Politicians in Poland’s ultra-conservative Law and Justice (PiS) party are pushing to join the centre-right European People’s Party (EPP) after next year’s European elections. EURACTIV Poland’s media partner, Gazeta Wyborcza, reports.
If the move goes ahead, the EPP, which is currently dominated by Germany’s Christian Democratic Party (CDU), would also contain the Polish opposition party Civic Platform (PO) and Hungarian PM Viktor Orbán’s Fidesz.
“Recently, there has been no meeting of Polish government members with representatives of the European Christian Democrats at which the Polish side did not touch on the subject of joining the European People’s Party (EPP).”
“They assure that PiS will behave responsibly in the structures of this faction, that it will strengthen it and that Warsaw will help in pushing through next year’s budget,” one European official told Gazeta Wyborcza.
This information has also been confirmed in the party and by other diplomatic sources.
EPP, the strongest faction in Parliament
With 219 deputies, the centre-right and pro-European EPP is currently the strongest political group in the European Parliament. It includes the two Polish opposition parties PO and PSL, but also Fidesz, the ruling party of Hungarian Prime Minister Viktor Orbán, which in Europe is increasingly criticised for breaking democracy in the country.
It is the Hungarian politicians of this party who intensely support the plans of their brothers-in-arms, the PiS, to join this group. “Together, we would have more influence. In general, membership in the EPP would give us the opportunity to act in a larger group,” said one PiS politician.
Future of ECR in question
PiS has found itself in a corner because, as a result of Brexit, British deputies will disappear from the European Parliament, among them the Tories who, together with PiS, are the pillar of the European Conservatives and Reformists (ECR) faction.
Without the Tories, the ECR will have to attract populists or the extreme right to maintain its significance.
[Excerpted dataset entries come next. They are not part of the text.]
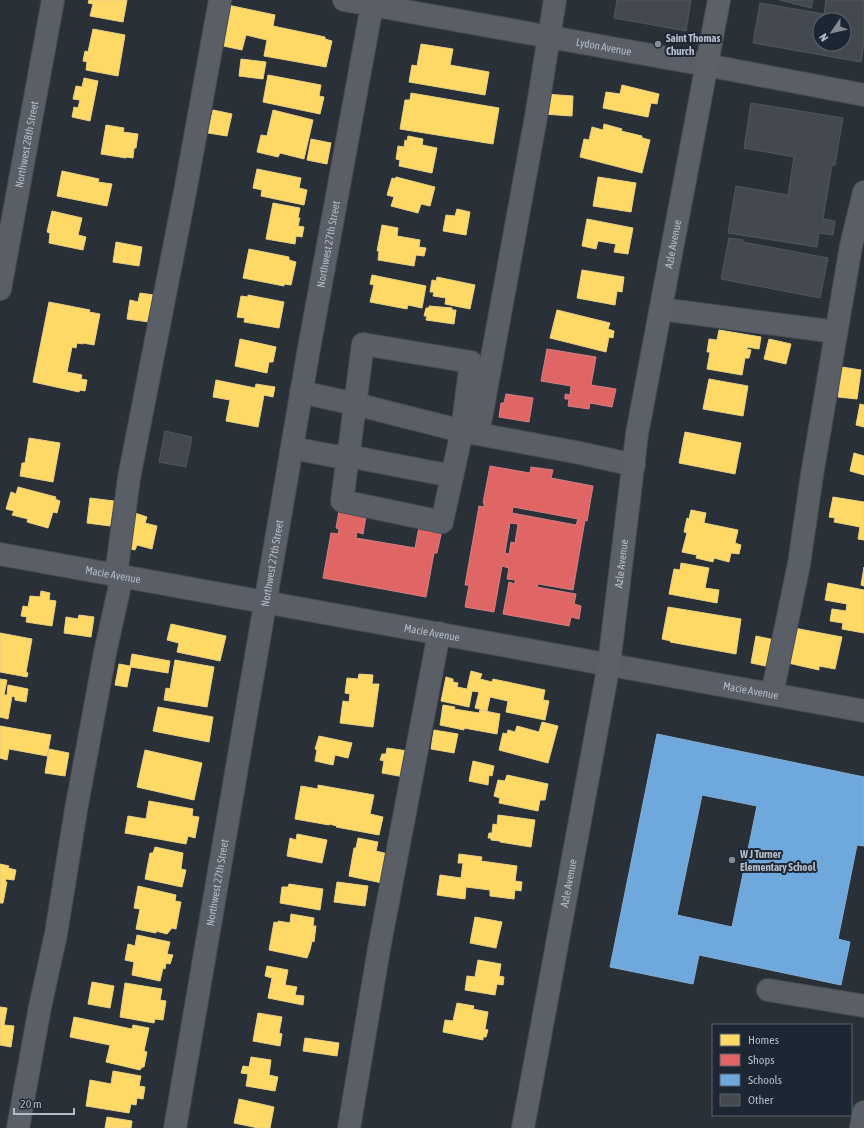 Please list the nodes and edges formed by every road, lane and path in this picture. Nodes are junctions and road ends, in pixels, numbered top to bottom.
1 (53, 0) edge
2 (220, 0) edge
3 (344, 0) edge
4 (555, 0) edge
5 (719, 0) edge
6 (373, 3) edge
7 (549, 37) junction
8 (706, 65) junction
9 (864, 95) edge
10 (864, 192) edge
11 (0, 289) edge
12 (661, 309) junction
13 (836, 332) junction
14 (301, 392) junction
15 (355, 404) junction
16 (470, 432) junction
17 (292, 448) junction
18 (348, 456) junction
19 (634, 465) junction
20 (452, 476) junction
21 (0, 554) edge
22 (119, 575) junction
23 (265, 602) junction
24 (439, 633) junction
25 (609, 664) junction
26 (772, 694) junction
27 (864, 711) edge
28 (768, 990) dead end
29 (864, 1006) edge
30 (852, 1101) edge
31 (864, 1103) edge
32 (864, 1112) edge
33 (18, 1128) edge
34 (175, 1128) edge
35 (349, 1128) edge
36 (523, 1128) edge
37 (861, 1128) edge

1 - 11 street, Northwest 28th Street
2 - 22 street
3 - 6 street, Lydon Avenue
4 - 7 street
5 - 8 main road, Azle Avenue
6 - 7 street, Lydon Avenue
6 - 14 street, Northwest 27th Street
7 - 8 street, Lydon Avenue
7 - 16 street
8 - 9 street, Lydon Avenue
8 - 12 main road, Azle Avenue
10 - 13 street
12 - 13 street
12 - 19 main road, Azle Avenue
13 - 26 street
14 - 15 street
14 - 17 street, Northwest 27th Street
15 - 16 street
15 - 16 street
15 - 18 street
16 - 19 street
16 - 20 street
17 - 18 street
17 - 23 street, Northwest 27th Street
18 - 20 street
18 - 20 street
19 - 25 main road, Azle Avenue
21 - 22 street, Macie Avenue
22 - 23 street, Macie Avenue
22 - 33 street
23 - 24 street, Macie Avenue
23 - 34 street, Northwest 27th Street
24 - 25 street, Macie Avenue
24 - 35 street
25 - 26 street, Macie Avenue
25 - 36 main road, Azle Avenue
26 - 27 street, Macie Avenue
28 - 29 street
30 - 31 street
32 - 37 street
By entering the EPP, PiS would be able to make an escape forward. At the same time, the party would get under the same protective umbrella Orbán has been using for years. Despite rising criticism, also from within the group, the EPP is still standing behind him.
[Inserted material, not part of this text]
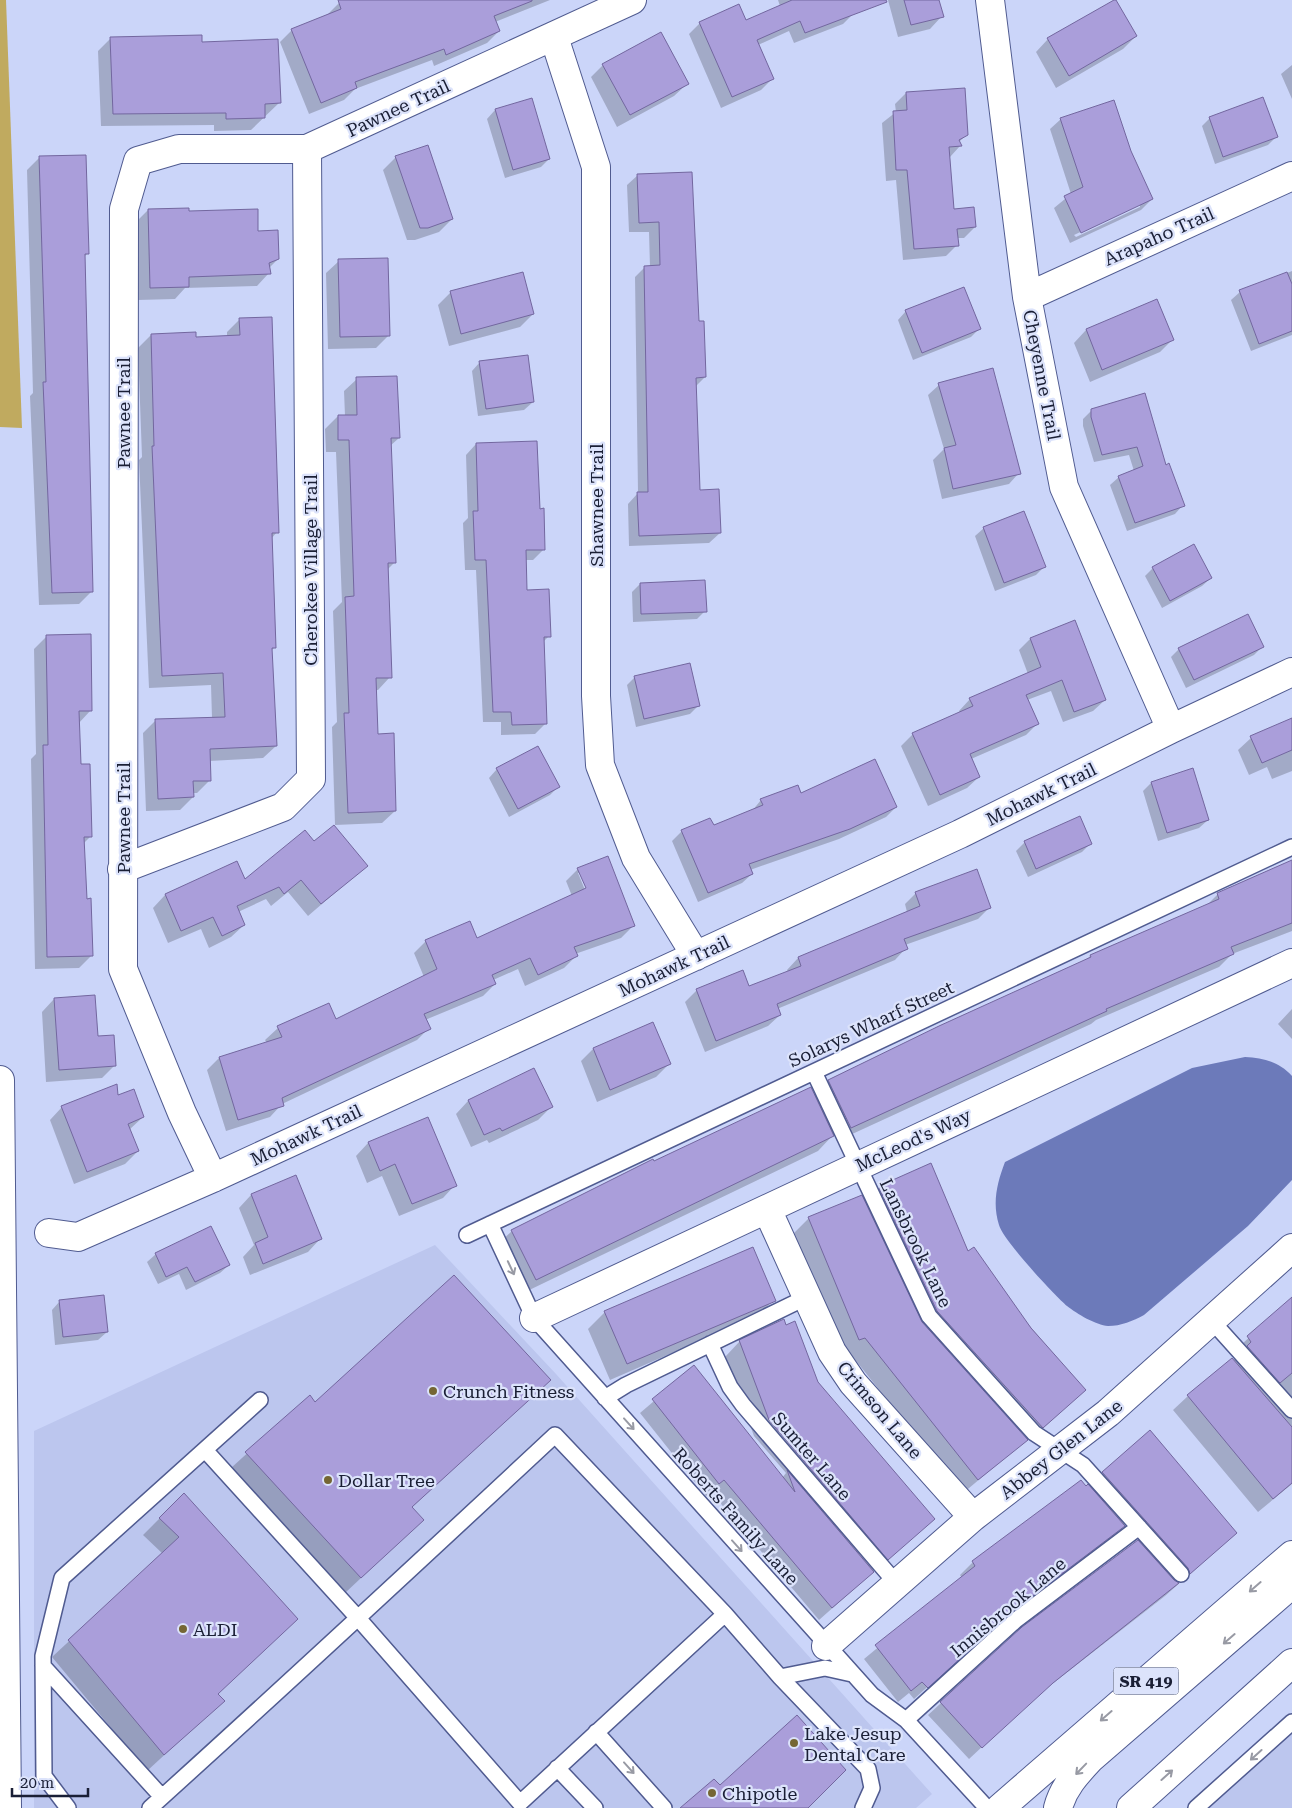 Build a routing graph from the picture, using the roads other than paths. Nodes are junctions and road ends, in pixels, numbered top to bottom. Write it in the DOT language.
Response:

The idea of PiS’ entry into the EPP is not new. Some PiS MEPs, including Ryszard Czarnecki, have already considered making the move after the last European elections, in 2014. At that time, there was no certainty that the party would come under the authority of Jarosław Kaczyński, the current party leader who gave PiS its ultraconservative edge.
The Civic Platform clearly stated its opposition: “If they want to join the EPP, then not as a party, but only individually and with their hands held high above their heads” explained a representative of Donald Tusk’s former government back then.
In 2016, after the PiS party came to power in Poland, the idea came back. According to the obtained information, it was among others Witold Waszczykowski, the head of Polish diplomacy, who explored the ground.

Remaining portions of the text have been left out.